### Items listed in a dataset
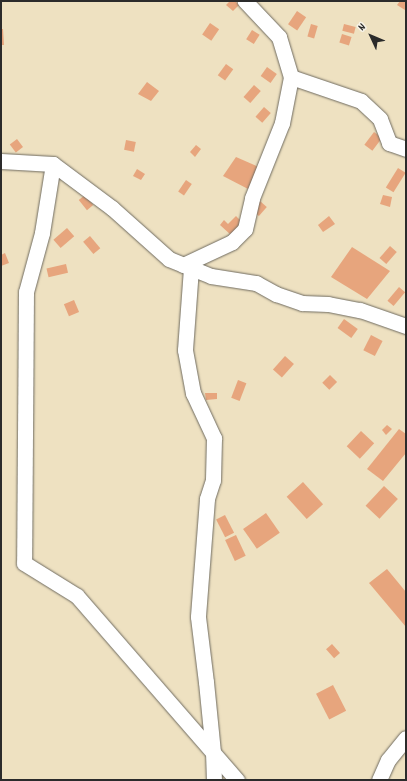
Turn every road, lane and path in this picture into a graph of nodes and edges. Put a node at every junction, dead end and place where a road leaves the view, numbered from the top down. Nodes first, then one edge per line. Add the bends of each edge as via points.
1 (245, 1) edge
2 (291, 77) junction
3 (406, 149) edge
4 (1, 160) edge
5 (53, 164) junction
6 (187, 266) junction
7 (406, 326) edge
8 (406, 738) edge
9 (213, 752) junction
10 (214, 780) edge
11 (238, 780) edge
12 (379, 780) edge

1 - 2 street via 279,37
2 - 3 street via 361,101 380,119 389,143
2 - 6 street via 282,123 252,198 245,229 232,242
4 - 5 street
5 - 6 street via 112,208 169,259
5 - 9 street via 42,233 26,292 24,564 77,596
6 - 7 street via 211,276 256,283 276,294 302,303 328,304 360,310
6 - 9 street via 185,350 193,393 214,438 213,480 207,499 198,617
8 - 12 street via 388,760
9 - 10 street
9 - 11 street

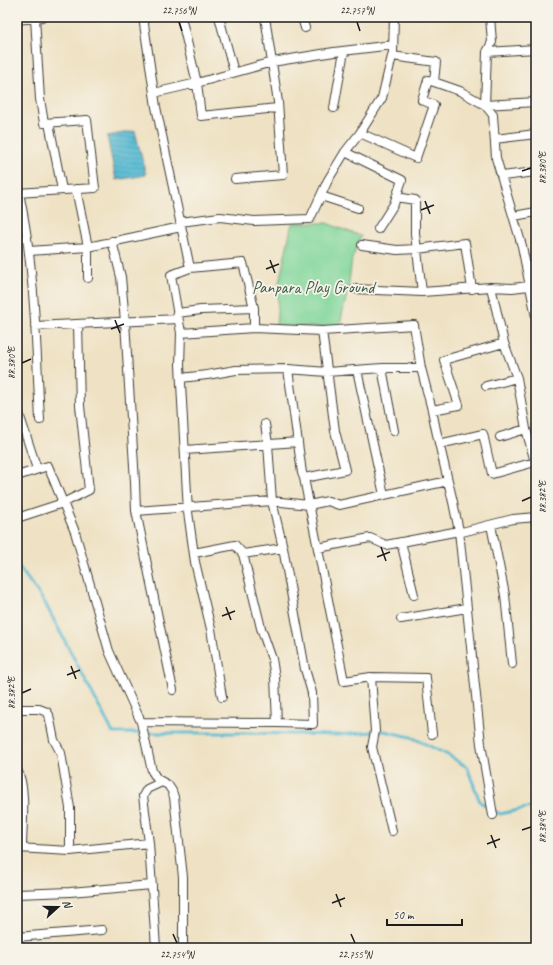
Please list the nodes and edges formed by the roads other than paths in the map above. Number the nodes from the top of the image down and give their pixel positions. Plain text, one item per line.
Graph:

### Problem statement
Your answer must be an exact repeat of the records above, with no pictures in it.

### Output for this task
Turn every road, lane and path in this picture into a graph of nodes and edges. Put a node at every junction, dead end and place where a road leaves the view, numbered from the top down. Nodes first, then one edge per line. Add the bends of each edge as via points.
1 (245, 1) edge
2 (291, 77) junction
3 (406, 149) edge
4 (1, 160) edge
5 (53, 164) junction
6 (187, 266) junction
7 (406, 326) edge
8 (406, 738) edge
9 (213, 752) junction
10 (214, 780) edge
11 (238, 780) edge
12 (379, 780) edge

1 - 2 street via 279,37
2 - 3 street via 361,101 380,119 389,143
2 - 6 street via 282,123 252,198 245,229 232,242
4 - 5 street
5 - 6 street via 112,208 169,259
5 - 9 street via 42,233 26,292 24,564 77,596
6 - 7 street via 211,276 256,283 276,294 302,303 328,304 360,310
6 - 9 street via 185,350 193,393 214,438 213,480 207,499 198,617
8 - 12 street via 388,760
9 - 10 street
9 - 11 street

Please list the nodes and edges formed by the roads other than paths in the map above. Number the nodes from the top of the image down and give their pixel positions. Plain text, one item per line.
Graph:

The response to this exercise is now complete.